**Your objective**. Please find all lines containing "wrist" in the listing below and copy them.

= Beginning of Section =

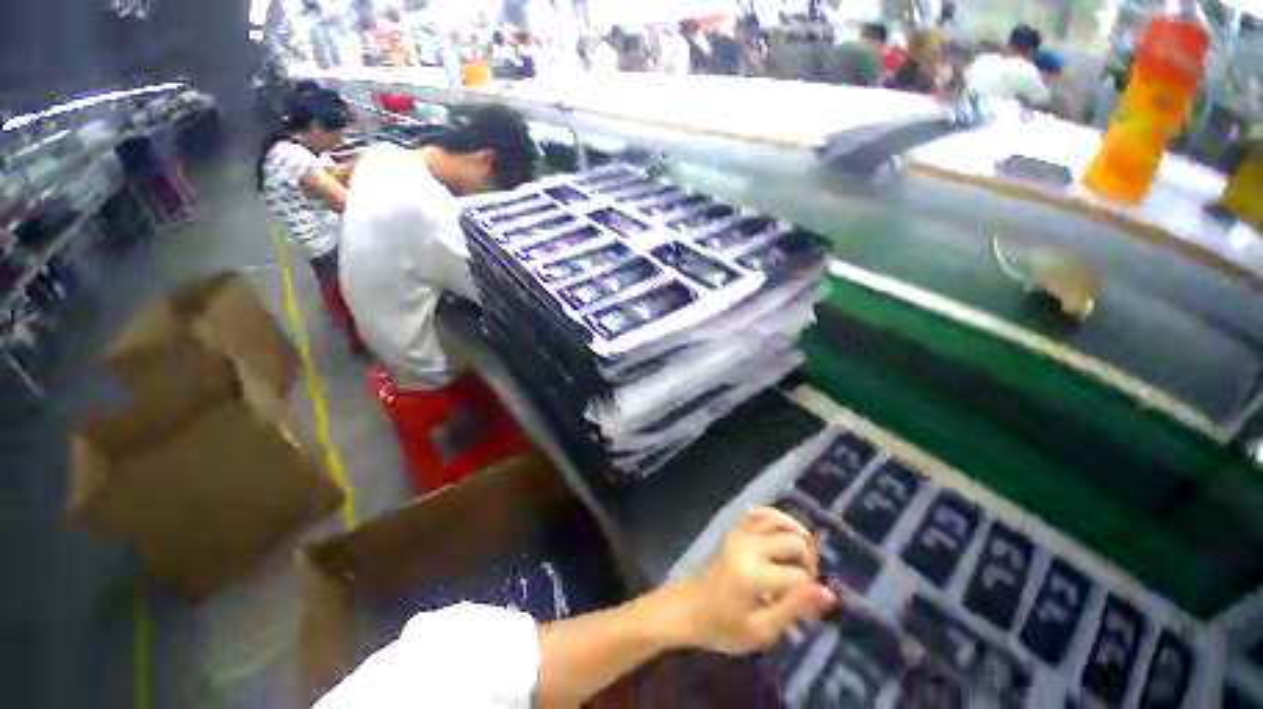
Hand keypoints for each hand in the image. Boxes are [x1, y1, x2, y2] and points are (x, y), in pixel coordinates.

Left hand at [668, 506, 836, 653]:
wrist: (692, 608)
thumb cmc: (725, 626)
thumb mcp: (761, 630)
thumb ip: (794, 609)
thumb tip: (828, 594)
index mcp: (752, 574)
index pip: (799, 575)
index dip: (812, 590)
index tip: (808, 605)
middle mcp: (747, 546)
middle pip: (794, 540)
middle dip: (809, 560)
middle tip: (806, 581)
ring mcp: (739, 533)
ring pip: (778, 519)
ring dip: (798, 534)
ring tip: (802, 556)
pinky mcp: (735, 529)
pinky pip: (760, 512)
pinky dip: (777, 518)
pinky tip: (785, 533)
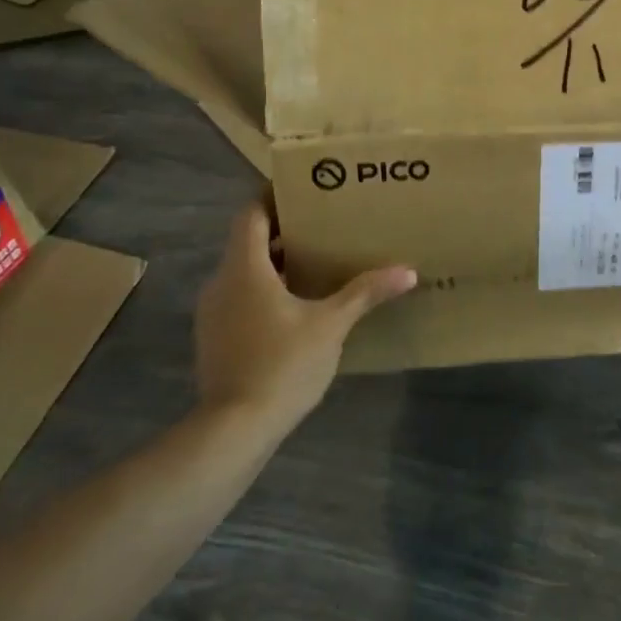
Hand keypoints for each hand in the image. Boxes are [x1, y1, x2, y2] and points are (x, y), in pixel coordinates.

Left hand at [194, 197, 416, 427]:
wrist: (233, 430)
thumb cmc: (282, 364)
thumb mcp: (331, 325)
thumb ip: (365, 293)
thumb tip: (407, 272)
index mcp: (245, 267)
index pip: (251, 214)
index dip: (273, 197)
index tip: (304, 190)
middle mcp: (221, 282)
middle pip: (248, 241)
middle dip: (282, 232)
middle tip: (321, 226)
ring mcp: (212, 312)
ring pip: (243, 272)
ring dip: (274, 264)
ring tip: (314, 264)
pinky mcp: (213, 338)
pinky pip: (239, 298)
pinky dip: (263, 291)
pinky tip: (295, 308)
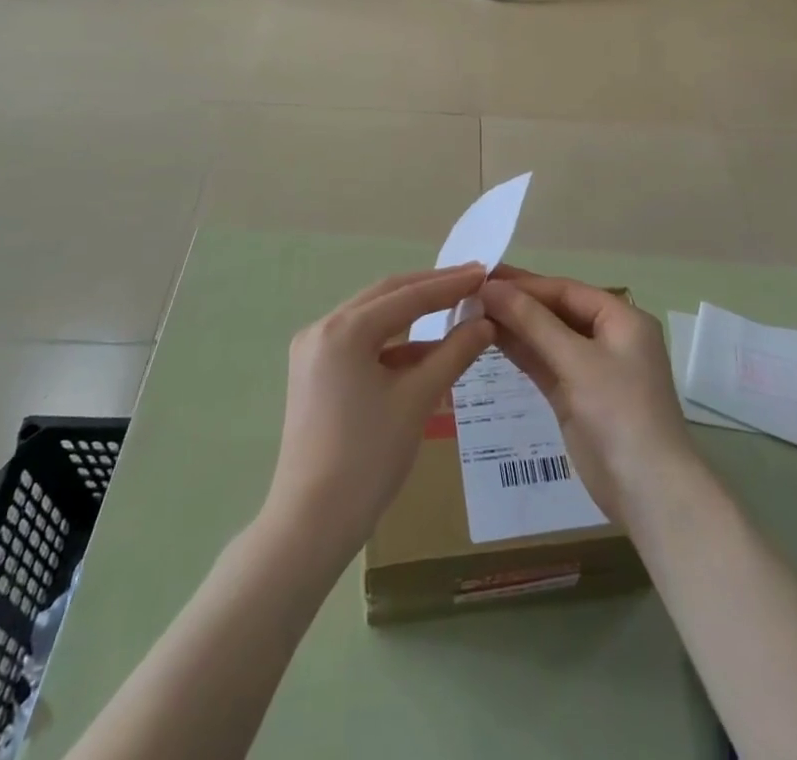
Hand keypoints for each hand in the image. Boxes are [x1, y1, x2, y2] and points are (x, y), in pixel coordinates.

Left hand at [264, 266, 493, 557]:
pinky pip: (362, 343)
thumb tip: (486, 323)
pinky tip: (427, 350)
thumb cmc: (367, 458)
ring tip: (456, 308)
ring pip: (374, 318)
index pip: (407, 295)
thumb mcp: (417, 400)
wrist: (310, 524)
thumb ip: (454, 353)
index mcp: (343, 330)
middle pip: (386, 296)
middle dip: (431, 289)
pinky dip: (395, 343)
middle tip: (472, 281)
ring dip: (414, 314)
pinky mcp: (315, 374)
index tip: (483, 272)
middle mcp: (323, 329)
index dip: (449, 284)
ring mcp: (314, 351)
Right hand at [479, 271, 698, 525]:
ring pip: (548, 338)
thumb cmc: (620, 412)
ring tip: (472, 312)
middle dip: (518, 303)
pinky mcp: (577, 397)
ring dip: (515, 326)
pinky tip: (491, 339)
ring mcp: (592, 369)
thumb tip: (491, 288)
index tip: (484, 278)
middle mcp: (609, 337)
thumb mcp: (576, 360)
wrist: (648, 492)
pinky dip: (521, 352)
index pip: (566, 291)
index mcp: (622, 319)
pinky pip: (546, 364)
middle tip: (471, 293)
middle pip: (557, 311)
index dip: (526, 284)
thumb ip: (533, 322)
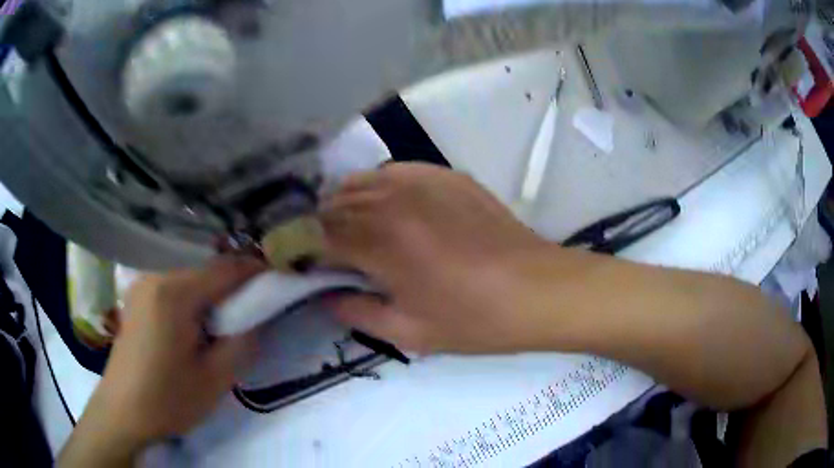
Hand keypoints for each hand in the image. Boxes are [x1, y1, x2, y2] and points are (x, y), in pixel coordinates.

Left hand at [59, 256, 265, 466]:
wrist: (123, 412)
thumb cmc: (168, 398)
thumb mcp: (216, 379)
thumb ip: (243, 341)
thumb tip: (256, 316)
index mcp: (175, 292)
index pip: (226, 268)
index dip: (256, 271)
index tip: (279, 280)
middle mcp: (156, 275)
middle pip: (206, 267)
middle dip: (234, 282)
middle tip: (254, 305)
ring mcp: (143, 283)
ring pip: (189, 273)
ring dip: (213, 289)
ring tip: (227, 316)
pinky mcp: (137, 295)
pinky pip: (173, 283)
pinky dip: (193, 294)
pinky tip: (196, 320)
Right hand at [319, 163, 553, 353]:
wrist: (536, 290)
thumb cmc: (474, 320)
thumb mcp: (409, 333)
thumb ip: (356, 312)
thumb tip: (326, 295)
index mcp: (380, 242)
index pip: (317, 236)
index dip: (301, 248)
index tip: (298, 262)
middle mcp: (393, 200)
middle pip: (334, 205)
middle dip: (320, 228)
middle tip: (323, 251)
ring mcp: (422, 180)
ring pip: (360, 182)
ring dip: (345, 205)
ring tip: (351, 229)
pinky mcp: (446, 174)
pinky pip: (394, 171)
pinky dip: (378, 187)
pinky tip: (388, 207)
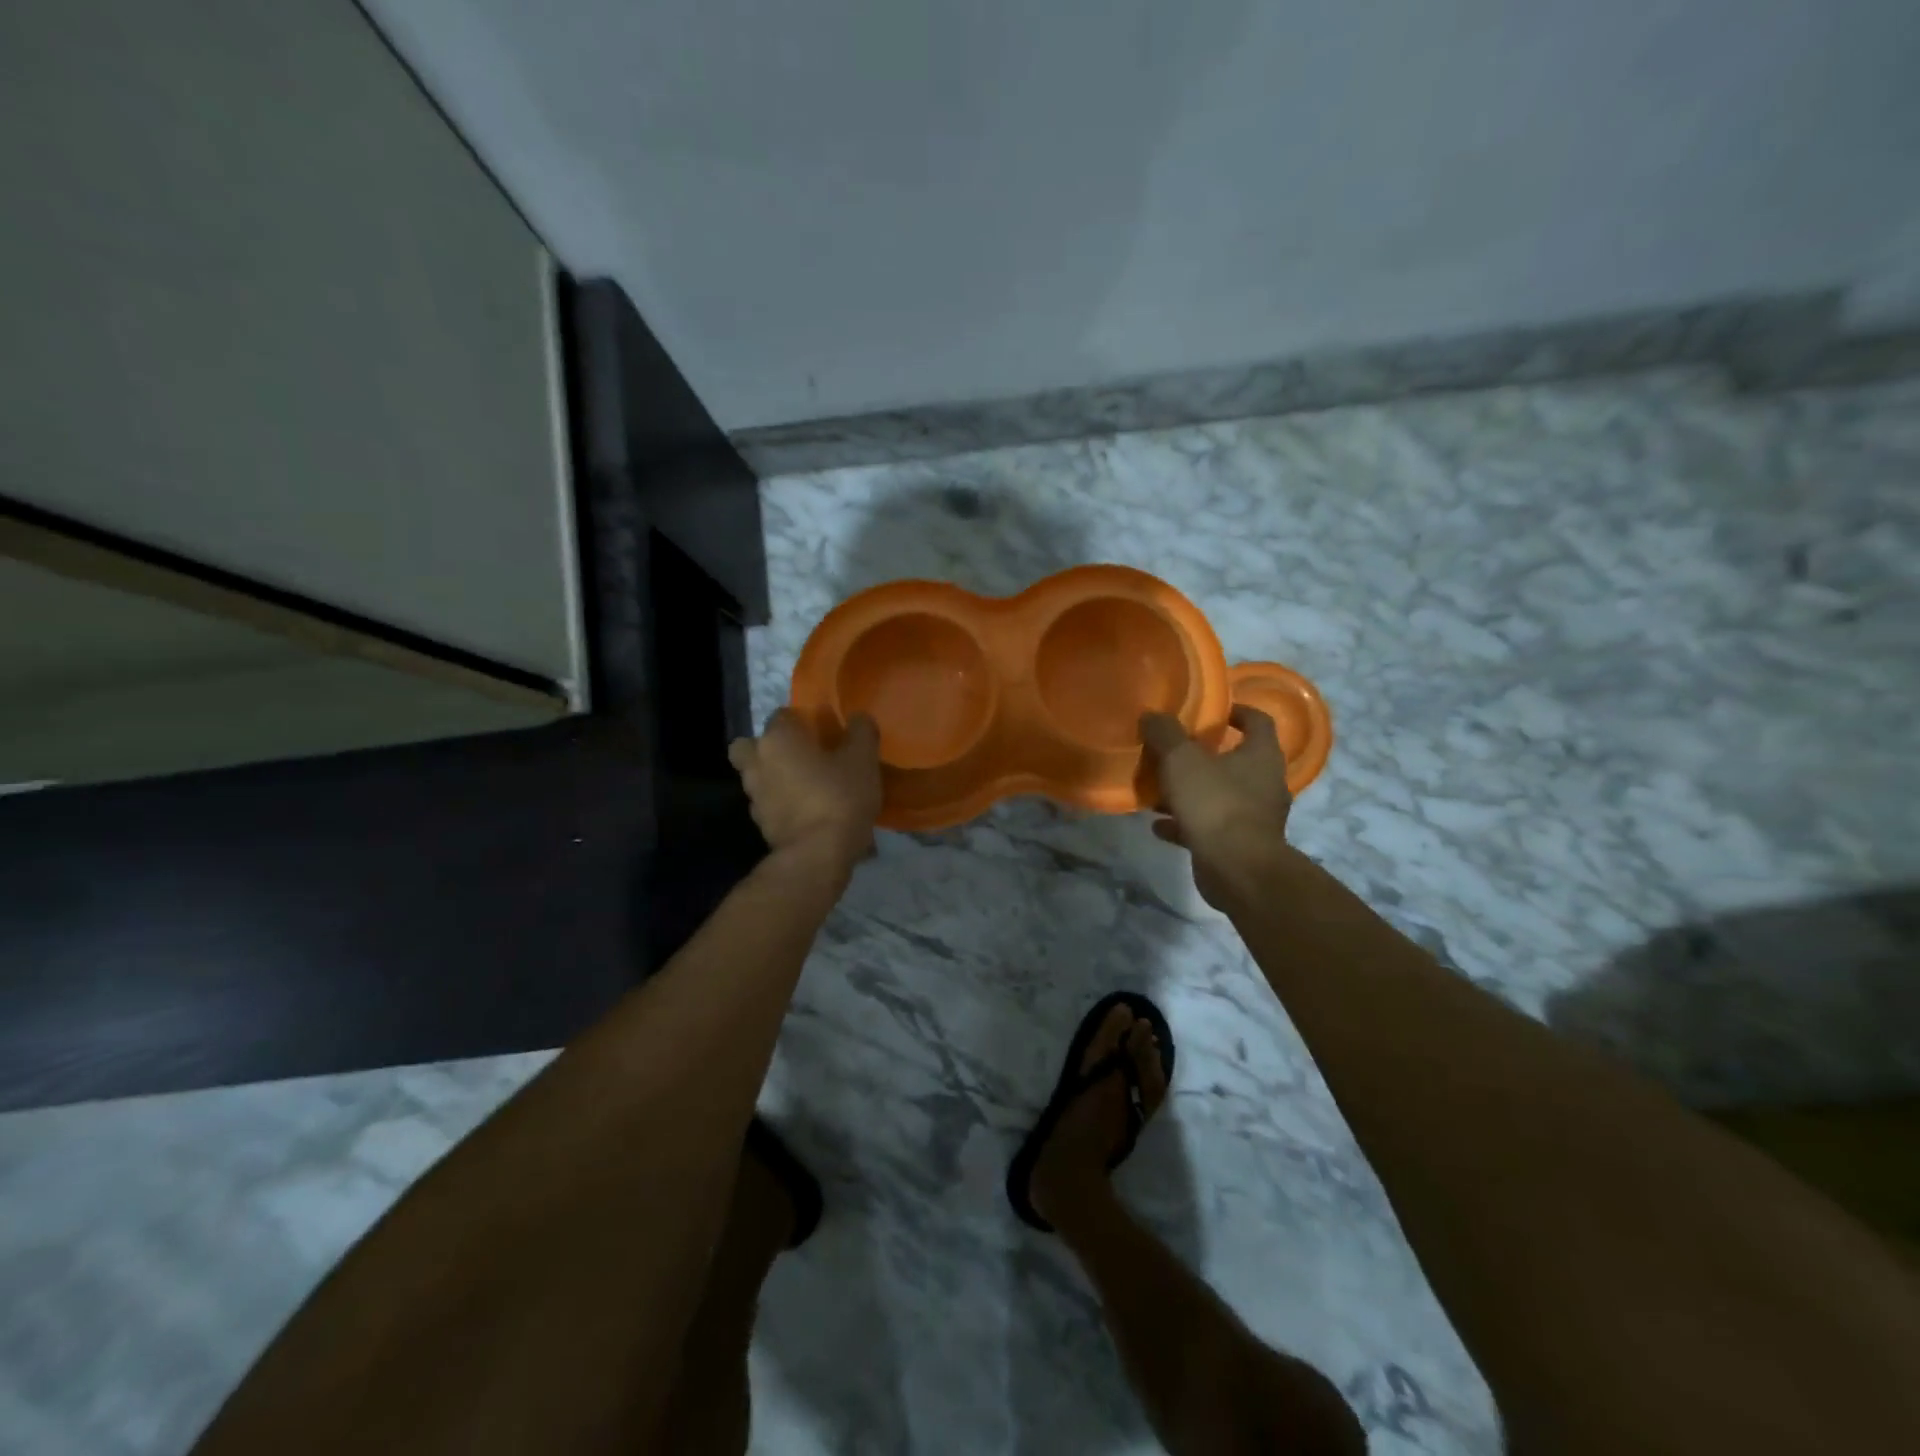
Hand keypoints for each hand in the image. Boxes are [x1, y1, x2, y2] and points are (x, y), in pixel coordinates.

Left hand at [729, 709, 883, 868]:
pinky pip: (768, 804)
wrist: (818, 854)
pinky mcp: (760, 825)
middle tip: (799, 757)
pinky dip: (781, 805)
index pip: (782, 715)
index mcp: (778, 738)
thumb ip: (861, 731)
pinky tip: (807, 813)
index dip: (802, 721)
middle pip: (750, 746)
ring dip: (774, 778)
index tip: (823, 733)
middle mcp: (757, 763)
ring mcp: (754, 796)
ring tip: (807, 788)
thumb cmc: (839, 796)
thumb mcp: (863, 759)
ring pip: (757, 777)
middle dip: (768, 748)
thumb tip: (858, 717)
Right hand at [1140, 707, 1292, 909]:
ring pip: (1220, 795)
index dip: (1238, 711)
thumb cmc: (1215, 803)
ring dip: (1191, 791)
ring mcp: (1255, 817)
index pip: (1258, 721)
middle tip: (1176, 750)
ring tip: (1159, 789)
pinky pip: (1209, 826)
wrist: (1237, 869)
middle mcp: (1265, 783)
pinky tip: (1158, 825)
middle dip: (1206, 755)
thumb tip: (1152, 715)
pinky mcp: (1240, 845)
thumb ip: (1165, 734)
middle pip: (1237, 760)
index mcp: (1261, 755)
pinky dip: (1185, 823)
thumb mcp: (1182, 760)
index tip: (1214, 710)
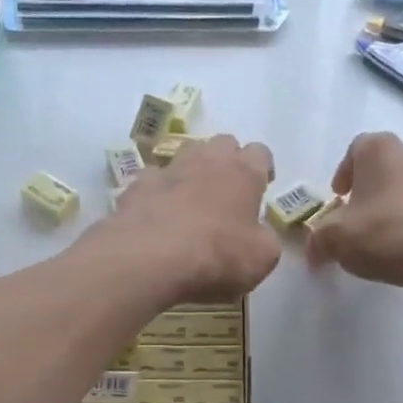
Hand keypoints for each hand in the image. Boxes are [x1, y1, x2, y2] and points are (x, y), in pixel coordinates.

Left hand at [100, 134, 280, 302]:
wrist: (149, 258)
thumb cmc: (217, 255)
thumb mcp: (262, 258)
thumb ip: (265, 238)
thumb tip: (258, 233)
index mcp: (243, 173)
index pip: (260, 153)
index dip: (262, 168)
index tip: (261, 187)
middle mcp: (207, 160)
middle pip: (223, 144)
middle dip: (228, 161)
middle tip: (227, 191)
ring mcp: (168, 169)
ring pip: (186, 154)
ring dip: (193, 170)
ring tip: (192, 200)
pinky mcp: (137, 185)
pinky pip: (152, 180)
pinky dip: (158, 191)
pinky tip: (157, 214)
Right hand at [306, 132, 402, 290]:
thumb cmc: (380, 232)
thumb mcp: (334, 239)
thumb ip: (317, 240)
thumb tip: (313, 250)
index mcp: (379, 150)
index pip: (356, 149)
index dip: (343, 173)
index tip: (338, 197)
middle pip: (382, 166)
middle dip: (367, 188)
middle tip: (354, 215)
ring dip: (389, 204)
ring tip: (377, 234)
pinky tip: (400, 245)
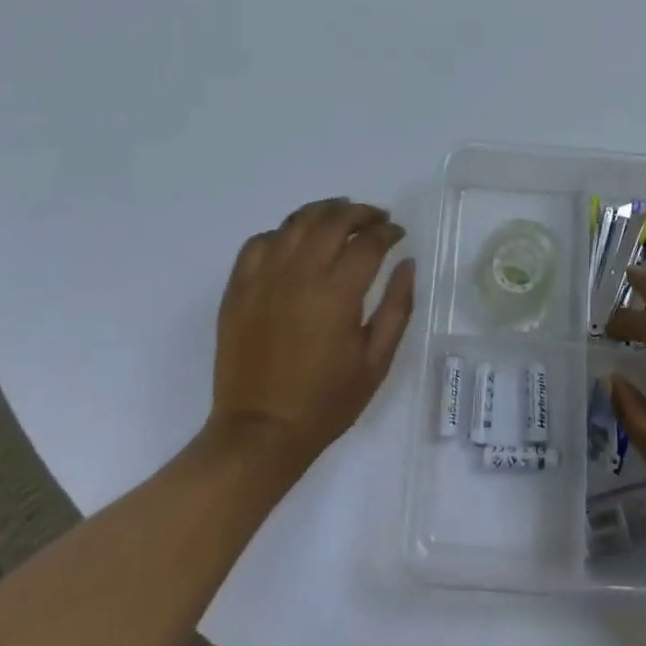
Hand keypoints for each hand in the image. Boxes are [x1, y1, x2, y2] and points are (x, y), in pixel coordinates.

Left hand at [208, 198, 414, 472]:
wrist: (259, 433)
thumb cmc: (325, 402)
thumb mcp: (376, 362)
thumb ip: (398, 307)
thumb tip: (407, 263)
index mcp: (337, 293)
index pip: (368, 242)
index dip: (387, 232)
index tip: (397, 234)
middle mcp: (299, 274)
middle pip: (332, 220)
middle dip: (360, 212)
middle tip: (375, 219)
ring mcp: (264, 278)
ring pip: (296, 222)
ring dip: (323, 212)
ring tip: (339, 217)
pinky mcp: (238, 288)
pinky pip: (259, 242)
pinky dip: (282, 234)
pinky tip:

= End of Section =

**Exercise solution**.
wrist: (692, 608)
wrist: (233, 430)
wrist: (310, 524)
wrist: (648, 492)
wrist: (123, 412)
wrist: (536, 290)
wrist: (818, 854)
wrist: (1237, 869)
wrist: (149, 258)
wrist: (259, 433)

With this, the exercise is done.